What they were not, however, is legal.

The U.S. Constitution gives Congress the sole authority to approve military strikes against foreign countries. Federal laws, like the War Powers Resolution, allow for unilateral executive action only in response to an imminent threat against Americans or U.S. troops. That separation of powers is fundamental to American democracy—not an optional arrangement for presidents to discard when it is politically or logistically inconvenient.

At a press conference on Saturday morning, President Donald Trump termed the attack an “extraordinary military operation,” which he claimed was unlike anything seen since World War II. Therefore, there should be no debate about what this was: a military strike, one that utterly lacked congressional authorization.

Trump also clarified that the U.S. would “run the country until such time as we can do a safe, proper, and judicious transition” to a new leader. “We are going to stay until such time as a proper transition can take place,” he added.

Again, that leaves little room for debate.
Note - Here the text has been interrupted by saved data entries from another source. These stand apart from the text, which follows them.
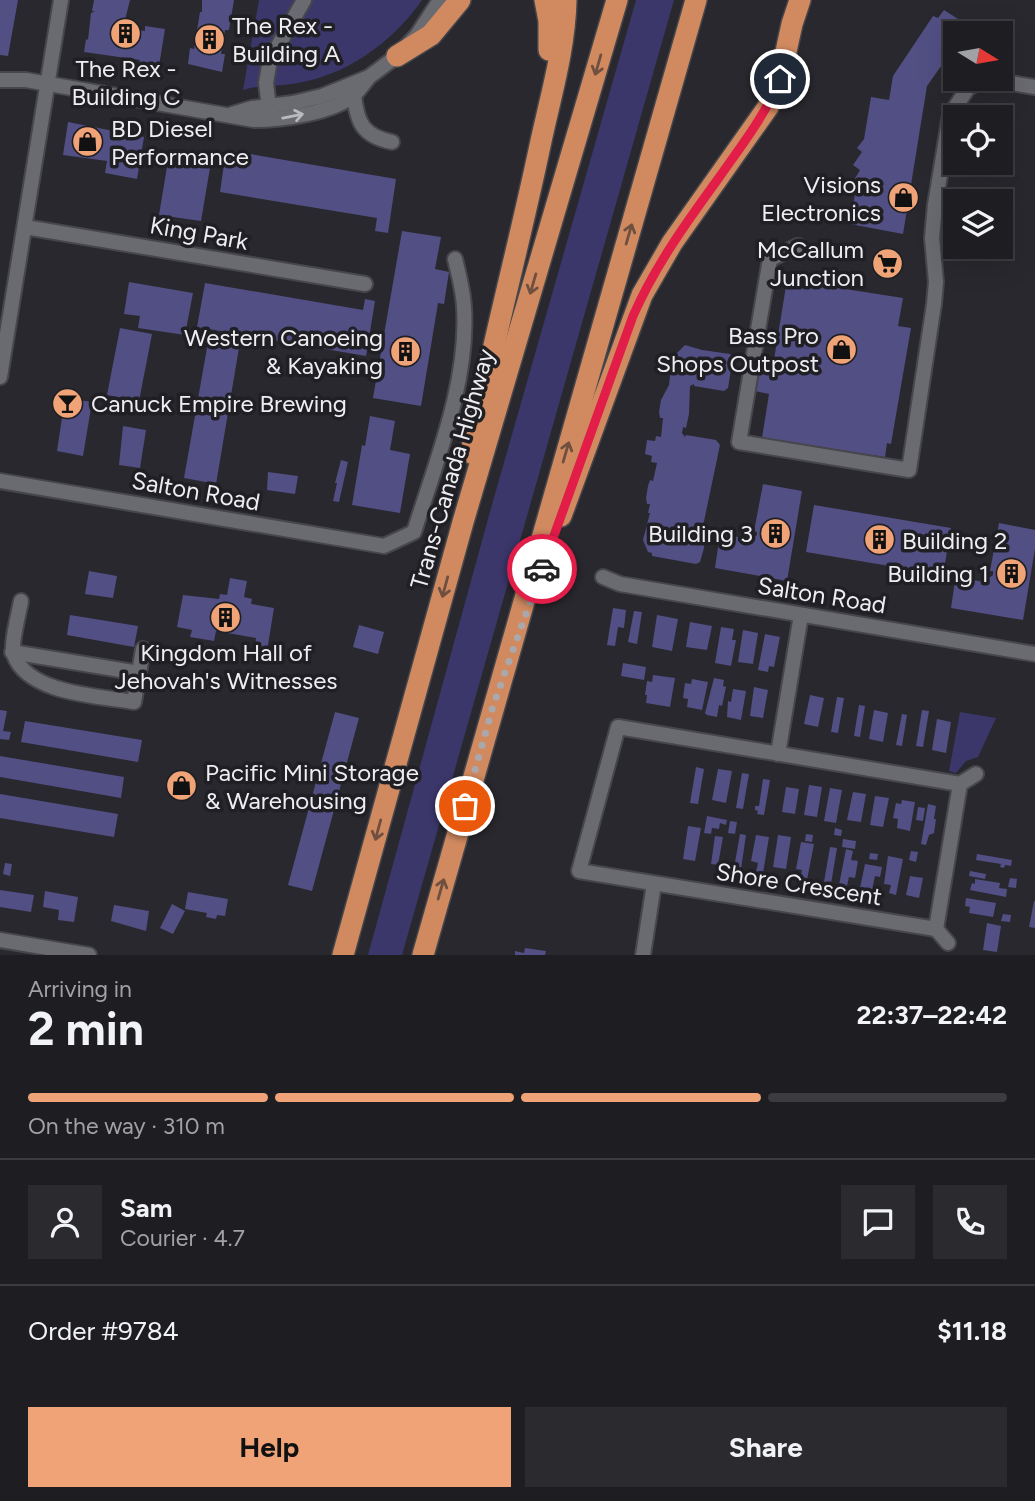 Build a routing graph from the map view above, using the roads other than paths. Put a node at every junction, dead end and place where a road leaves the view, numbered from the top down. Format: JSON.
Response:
{"nodes":[{"id":1,"x":61,"y":0,"type":"edge"},
{"id":2,"x":303,"y":0,"type":"edge"},
{"id":3,"x":440,"y":0,"type":"edge"},
{"id":4,"x":460,"y":0,"type":"edge"},
{"id":5,"x":545,"y":0,"type":"edge"},
{"id":6,"x":566,"y":0,"type":"edge"},
{"id":7,"x":617,"y":0,"type":"edge"},
{"id":8,"x":696,"y":0,"type":"edge"},
{"id":9,"x":800,"y":0,"type":"edge"},
{"id":10,"x":397,"y":56,"type":"junction"},
{"id":11,"x":369,"y":76,"type":"junction"},
{"id":12,"x":0,"y":80,"type":"edge"},
{"id":13,"x":48,"y":84,"type":"junction"},
{"id":14,"x":1035,"y":87,"type":"edge"},
{"id":15,"x":354,"y":95,"type":"junction"},
{"id":16,"x":269,"y":107,"type":"junction"},
{"id":17,"x":230,"y":114,"type":"junction"},
{"id":18,"x":392,"y":142,"type":"dead end"},
{"id":19,"x":533,"y":181,"type":"junction"},
{"id":20,"x":25,"y":227,"type":"junction"},
{"id":21,"x":798,"y":246,"type":"dead end"},
{"id":22,"x":455,"y":259,"type":"dead end"},
{"id":23,"x":365,"y":284,"type":"dead end"},
{"id":24,"x":0,"y":377,"type":"edge"},
{"id":25,"x":0,"y":481,"type":"edge"},
{"id":26,"x":463,"y":522,"type":"junction"},
{"id":27,"x":603,"y":577,"type":"dead end"},
{"id":28,"x":20,"y":601,"type":"dead end"},
{"id":29,"x":801,"y":615,"type":"junction"},
{"id":30,"x":143,"y":649,"type":"dead end"},
{"id":31,"x":12,"y":652,"type":"junction"},
{"id":32,"x":1035,"y":654,"type":"edge"},
{"id":33,"x":139,"y":673,"type":"junction"},
{"id":34,"x":493,"y":706,"type":"junction"},
{"id":35,"x":778,"y":754,"type":"junction"},
{"id":36,"x":976,"y":774,"type":"dead end"},
{"id":37,"x":960,"y":784,"type":"junction"},
{"id":38,"x":654,"y":884,"type":"junction"},
{"id":39,"x":936,"y":929,"type":"junction"},
{"id":40,"x":0,"y":940,"type":"edge"},
{"id":41,"x":948,"y":943,"type":"dead end"},
{"id":42,"x":89,"y":955,"type":"edge"},
{"id":43,"x":343,"y":955,"type":"edge"},
{"id":44,"x":423,"y":955,"type":"edge"},
{"id":45,"x":643,"y":955,"type":"edge"}],
"edges":[{"from":1,"to":13,"type":"street"},
{"from":2,"to":16,"type":"street"},
{"from":3,"to":10,"type":"street"},
{"from":4,"to":10,"type":"highway"},
{"from":5,"to":19,"type":"highway"},
{"from":6,"to":19,"type":"highway"},
{"from":7,"to":26,"type":"highway","name":"Trans-Canada Highway","one_way":true},
{"from":34,"to":8,"type":"highway","one_way":true},
{"from":9,"to":34,"type":"highway"},
{"from":10,"to":11,"type":"street"},
{"from":11,"to":15,"type":"street"},
{"from":11,"to":16,"type":"street"},
{"from":12,"to":13,"type":"street"},
{"from":13,"to":17,"type":"street"},
{"from":13,"to":20,"type":"street"},
{"from":14,"to":21,"type":"street"},
{"from":17,"to":15,"type":"street","one_way":true},
{"from":15,"to":18,"type":"street"},
{"from":16,"to":17,"type":"street"},
{"from":19,"to":26,"type":"highway"},
{"from":20,"to":23,"type":"street","name":"King Park"},
{"from":20,"to":24,"type":"street"},
{"from":22,"to":25,"type":"street","name":"Salton Road"},
{"from":26,"to":43,"type":"highway","name":"Trans-Canada Highway","one_way":true},
{"from":27,"to":29,"type":"street","name":"Salton Road"},
{"from":28,"to":31,"type":"street"},
{"from":29,"to":32,"type":"street","name":"Salton Road"},
{"from":29,"to":35,"type":"street"},
{"from":30,"to":33,"type":"street"},
{"from":31,"to":33,"type":"street"},
{"from":31,"to":33,"type":"street"},
{"from":44,"to":34,"type":"highway","one_way":true},
{"from":35,"to":37,"type":"street"},
{"from":35,"to":38,"type":"street","name":"Shore Crescent"},
{"from":36,"to":37,"type":"street"},
{"from":37,"to":39,"type":"street"},
{"from":38,"to":39,"type":"street","name":"Shore Crescent"},
{"from":38,"to":45,"type":"street"},
{"from":39,"to":41,"type":"street"},
{"from":40,"to":42,"type":"street"}]}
This was a regime change operation, and one that creates an ongoing responsibility for the American military.

Vice President J.D. Vance tried a different line of argument earlier on Saturday, when he claimed on X that Trump did not need congressional authorization for the attack on Venezuela because “Maduro has multiple indictments in the United States for narcoterrorism. You don’t get to avoid justice for drug trafficking in the United States because you live in a palace in Caracas.”

That argument, however, shreds the concept of separation of powers. The executive branch makes indictments. If it is also allowed to use the existence of those indictments to authorize military strikes in foreign nations, then there is no need for Congress to be involved at all.
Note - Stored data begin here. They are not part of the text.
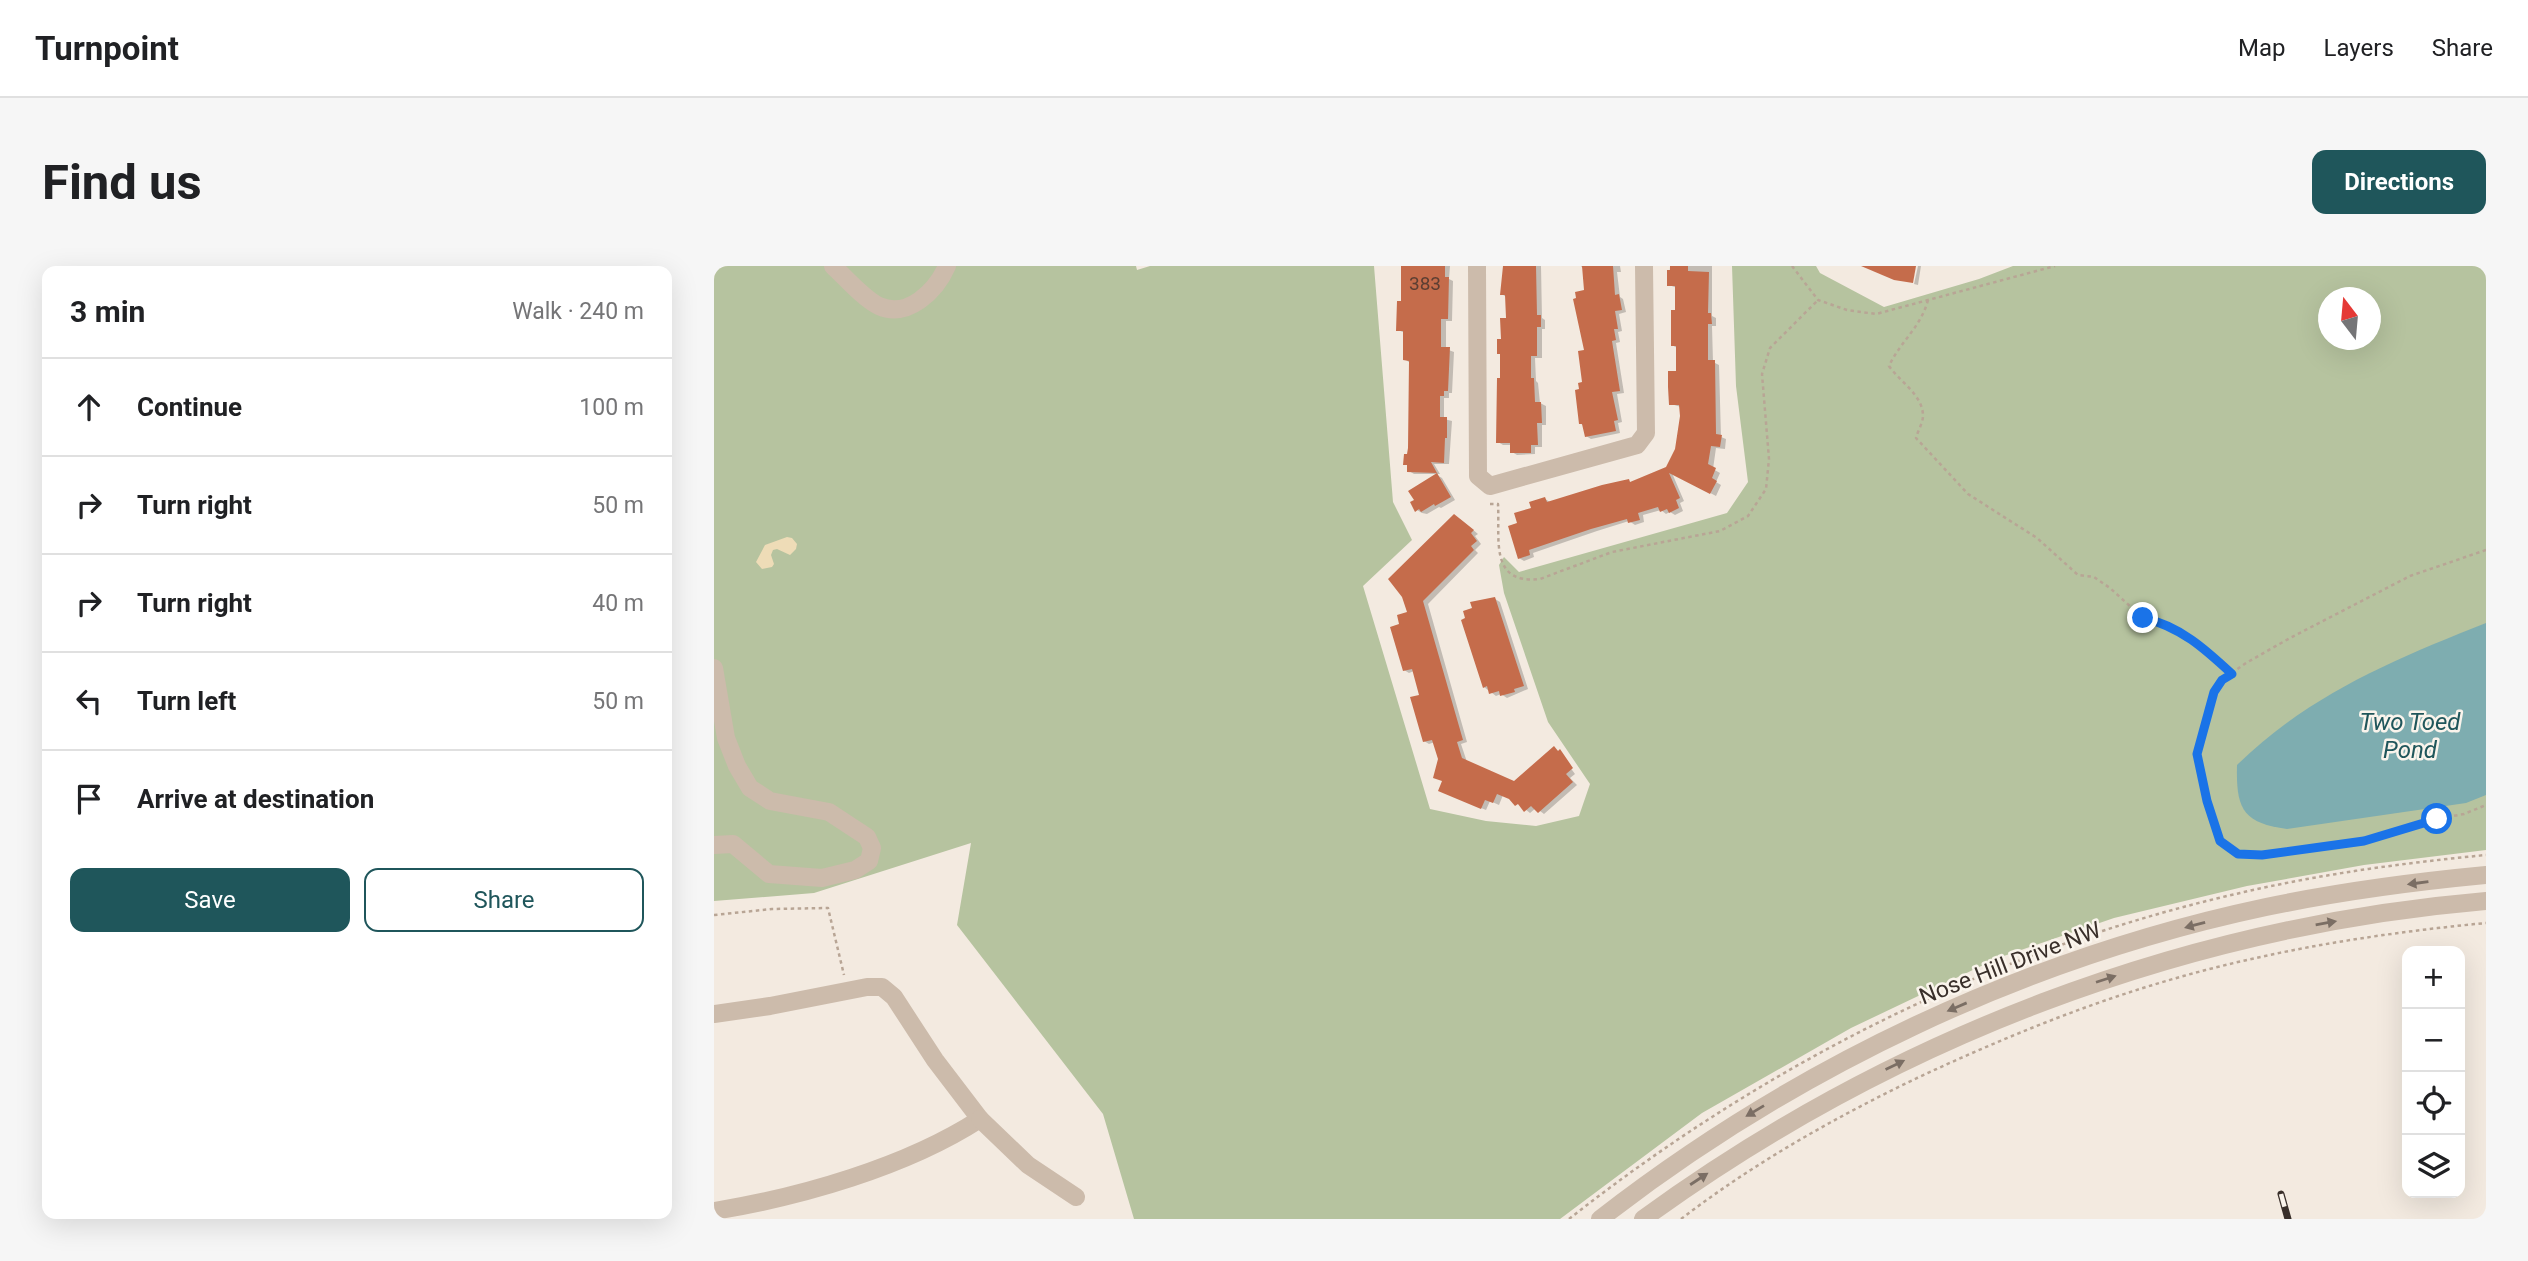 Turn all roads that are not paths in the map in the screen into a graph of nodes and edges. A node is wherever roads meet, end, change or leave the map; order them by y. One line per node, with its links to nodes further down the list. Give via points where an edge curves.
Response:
1 (833, 266): 2 (street, via 878,306 895,310 911,307 927,294)
2 (947, 266)
3 (1478, 266): 4 (street, via 1478,476 1490,486 1637,445 1646,433)
4 (1644, 266)
5 (714, 668): 6 (street, via 726,738 750,789 770,801 828,812 867,837 872,848 869,861 855,870 822,878 769,874 733,844)
6 (714, 845)
7 (2486, 875): 13 (street, Nose Hill Drive NW, one-way to 13, via 2252,911 2127,945 1992,992 1798,1085 1692,1152)
8 (2486, 901): 14 (street, Nose Hill Drive NW, one-way to 8, via 1825,1102 1904,1060 2018,1011 2165,960 2245,939 2392,912)
9 (714, 1014): 10 (street, via 878,986 891,993)
10 (980, 1119): 11 (street, via 1028,1165); 12 (street, via 944,1141 894,1162)
11 (1076, 1197)
12 (720, 1214)
13 (1600, 1219)
14 (1643, 1219)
Indeed, if Vance’s argument were correct, why did President George W. Bush bother going to Congress for an Authorization for the Use of Military Force to invade Iraq? It would have been much easier to simply have the attorney general indict Saddam Hussein, then send in in the troops.

For that matter, Vance should ponder whether the world is a safer place under this precedent. Is any nation justified in seizing another nation’s leader—even a nasty, illegal one like Maduro—for any alleged crimes? Does the existence of an indictment allow for “extraordinary military operations” anywhere, at any time? That’s a framework that seems certain to create more international chaos, not more stability.

Secretary of State Marco Rubio, during Saturday’s press conference, said giving notification to Congress could have “jeopardized” the mission. That’s a view that treats the Constitution and federal law as optional, which they should not be.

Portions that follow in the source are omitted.